BEGIN

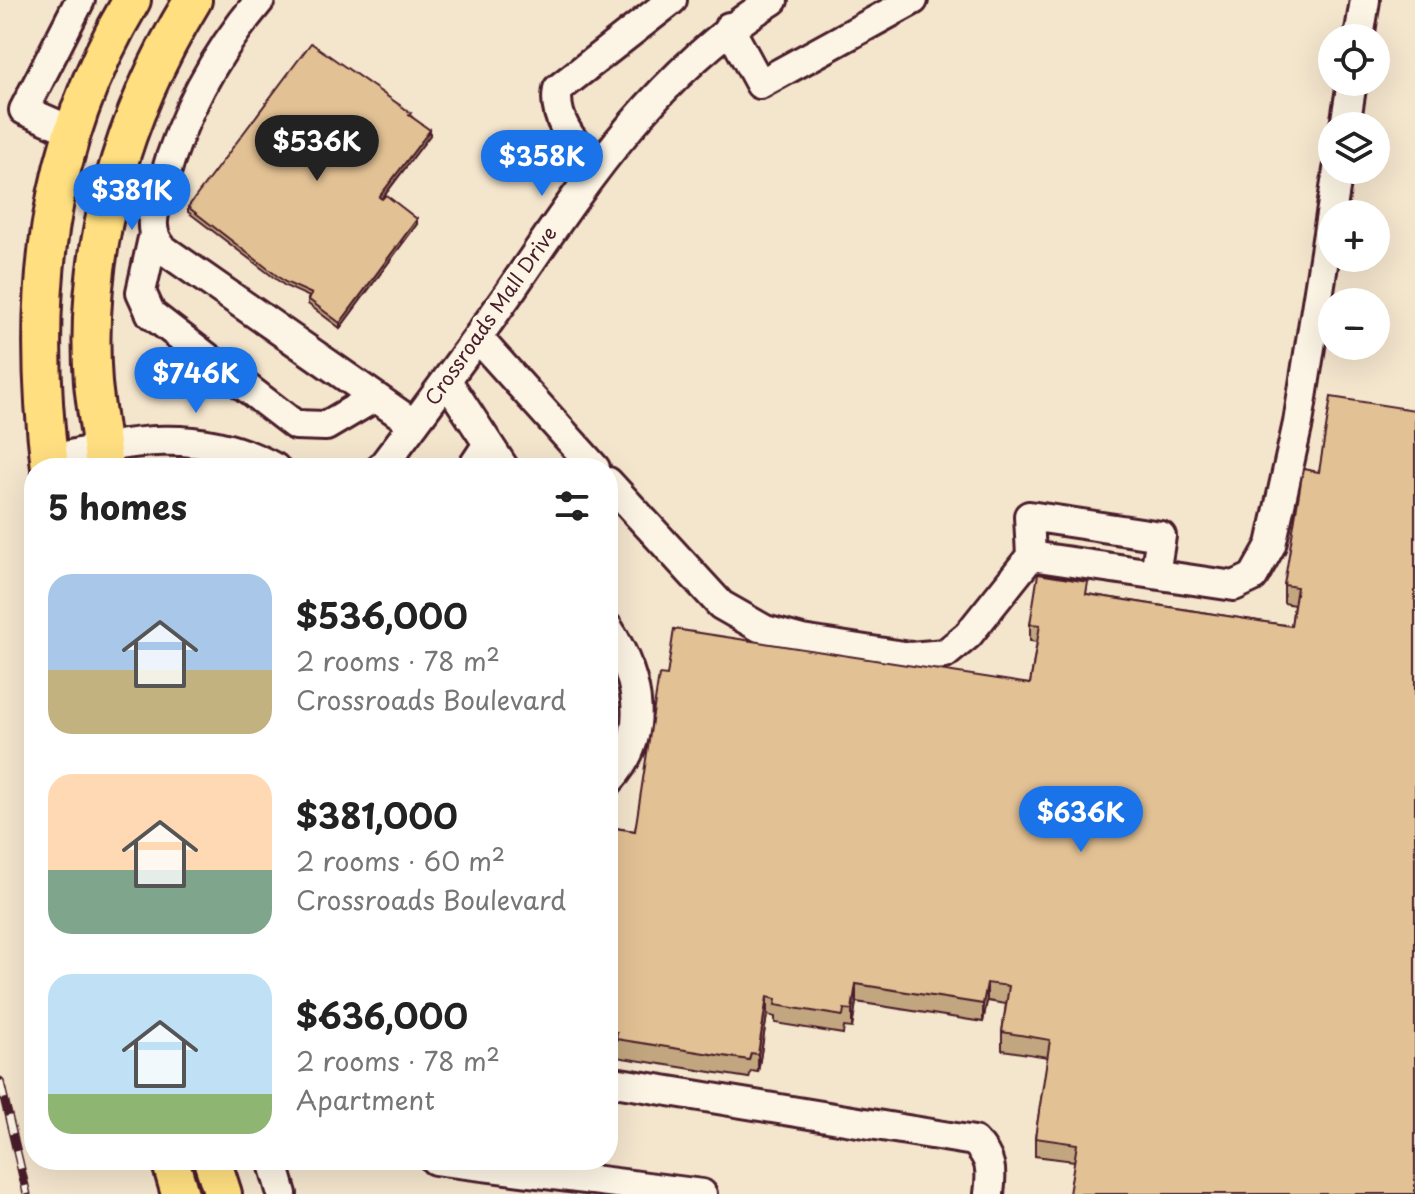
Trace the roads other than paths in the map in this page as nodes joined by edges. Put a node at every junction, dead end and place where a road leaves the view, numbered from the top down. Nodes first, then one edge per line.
1 (80, 0) edge
2 (132, 0) edge
3 (193, 0) edge
4 (260, 0) edge
5 (672, 0) edge
6 (773, 0) edge
7 (913, 0) edge
8 (1365, 0) edge
9 (1361, 24) edge
10 (729, 27) junction
11 (72, 131) junction
12 (595, 168) junction
13 (1336, 184) edge
14 (153, 238) junction
15 (478, 338) junction
16 (447, 381) junction
17 (375, 397) junction
18 (414, 424) junction
19 (488, 444) junction
20 (103, 457) edge
21 (48, 458) edge
22 (257, 458) edge
23 (388, 458) edge
24 (479, 458) edge
25 (497, 458) edge
26 (586, 458) edge
27 (618, 493) edge
28 (1031, 556) junction
29 (1155, 574) junction
30 (618, 644) edge
31 (621, 692) edge
32 (618, 759) edge
33 (618, 1083) edge
34 (173, 1170) edge
35 (215, 1170) edge
36 (503, 1170) edge
37 (180, 1194) edge
38 (223, 1194) edge
39 (702, 1194) edge
40 (989, 1194) edge

1 - 11 street
2 - 11 main road
3 - 20 main road
4 - 14 street
5 - 12 street
6 - 10 street, Crossroads Mall Drive
7 - 10 street
8 - 9 street
10 - 12 street, Crossroads Mall Drive
11 - 21 main road
12 - 15 street, Crossroads Mall Drive
13 - 29 street
14 - 17 street
14 - 17 street
15 - 16 street, Crossroads Mall Drive
15 - 26 street
16 - 18 street, Crossroads Mall Drive
16 - 19 street
17 - 18 street
18 - 23 street, Crossroads Mall Drive
19 - 24 street
19 - 25 street
20 - 22 street
27 - 28 street
28 - 29 street
28 - 29 street
30 - 31 street
31 - 32 street
33 - 40 street
34 - 37 main road
35 - 38 main road
36 - 39 street

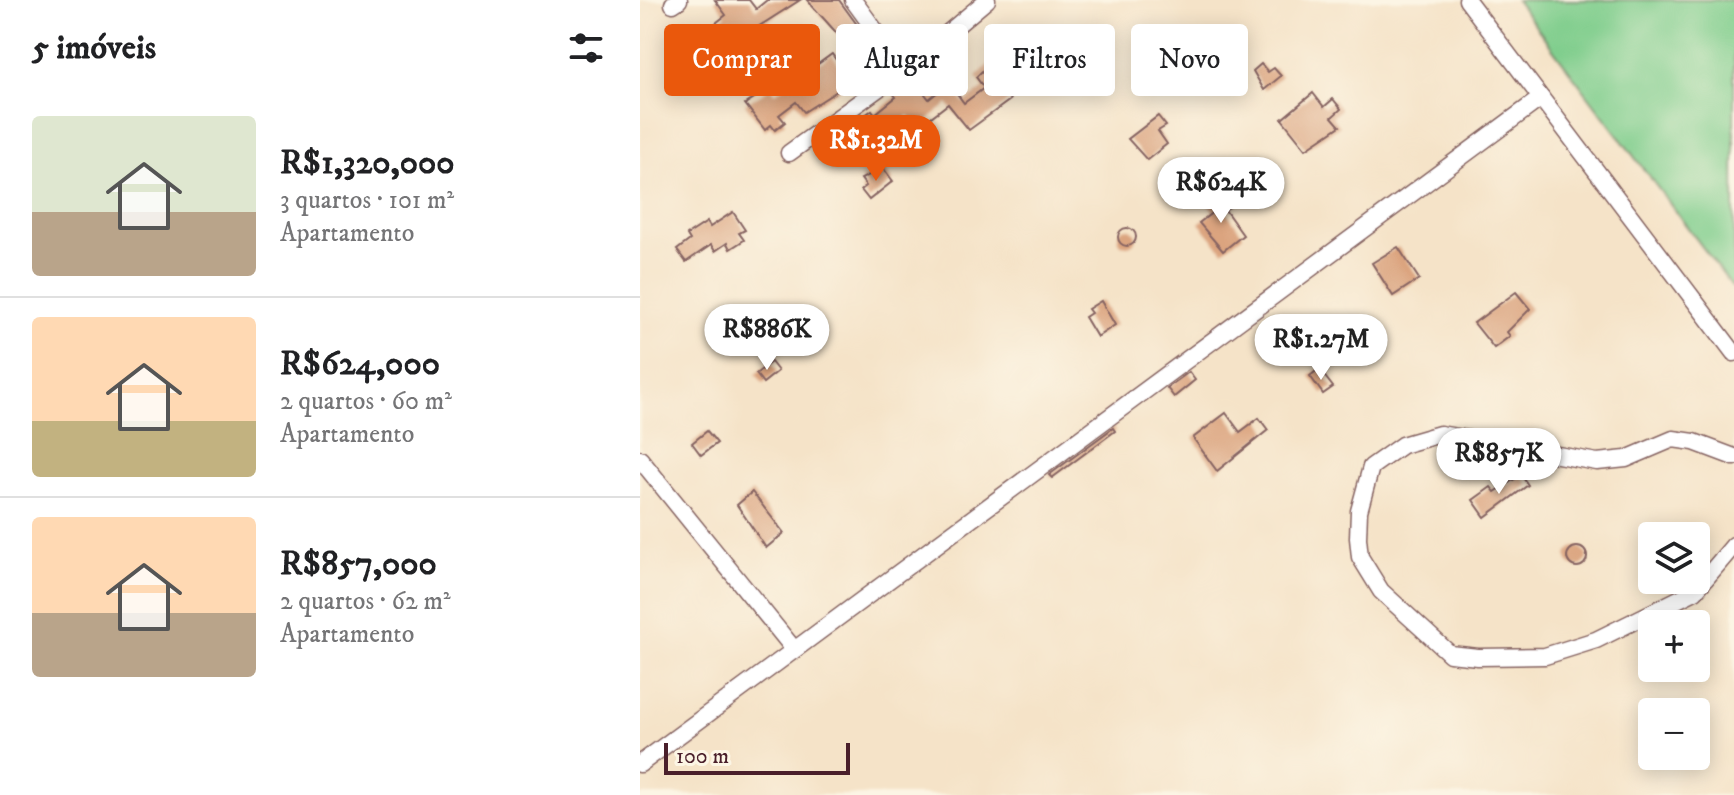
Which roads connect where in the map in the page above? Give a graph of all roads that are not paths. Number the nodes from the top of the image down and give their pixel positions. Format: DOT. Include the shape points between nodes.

END

Problem: The records above must be repeated in full and exactly, but without any of the pictures.

Answer to the exercise:
Trace the roads other than paths in the map in this page as nodes joined by edges. Put a node at every junction, dead end and place where a road leaves the view, numbered from the top down. Nodes first, then one edge per line.
1 (80, 0) edge
2 (132, 0) edge
3 (193, 0) edge
4 (260, 0) edge
5 (672, 0) edge
6 (773, 0) edge
7 (913, 0) edge
8 (1365, 0) edge
9 (1361, 24) edge
10 (729, 27) junction
11 (72, 131) junction
12 (595, 168) junction
13 (1336, 184) edge
14 (153, 238) junction
15 (478, 338) junction
16 (447, 381) junction
17 (375, 397) junction
18 (414, 424) junction
19 (488, 444) junction
20 (103, 457) edge
21 (48, 458) edge
22 (257, 458) edge
23 (388, 458) edge
24 (479, 458) edge
25 (497, 458) edge
26 (586, 458) edge
27 (618, 493) edge
28 (1031, 556) junction
29 (1155, 574) junction
30 (618, 644) edge
31 (621, 692) edge
32 (618, 759) edge
33 (618, 1083) edge
34 (173, 1170) edge
35 (215, 1170) edge
36 (503, 1170) edge
37 (180, 1194) edge
38 (223, 1194) edge
39 (702, 1194) edge
40 (989, 1194) edge

1 - 11 street
2 - 11 main road
3 - 20 main road
4 - 14 street
5 - 12 street
6 - 10 street, Crossroads Mall Drive
7 - 10 street
8 - 9 street
10 - 12 street, Crossroads Mall Drive
11 - 21 main road
12 - 15 street, Crossroads Mall Drive
13 - 29 street
14 - 17 street
14 - 17 street
15 - 16 street, Crossroads Mall Drive
15 - 26 street
16 - 18 street, Crossroads Mall Drive
16 - 19 street
17 - 18 street
18 - 23 street, Crossroads Mall Drive
19 - 24 street
19 - 25 street
20 - 22 street
27 - 28 street
28 - 29 street
28 - 29 street
30 - 31 street
31 - 32 street
33 - 40 street
34 - 37 main road
35 - 38 main road
36 - 39 street

Which roads connect where in the map in the page above? Give a graph of all roads that are not paths. Number the nodes from the top of the image down and give their pixel positions. Format: DOT. Include the shape points between nodes.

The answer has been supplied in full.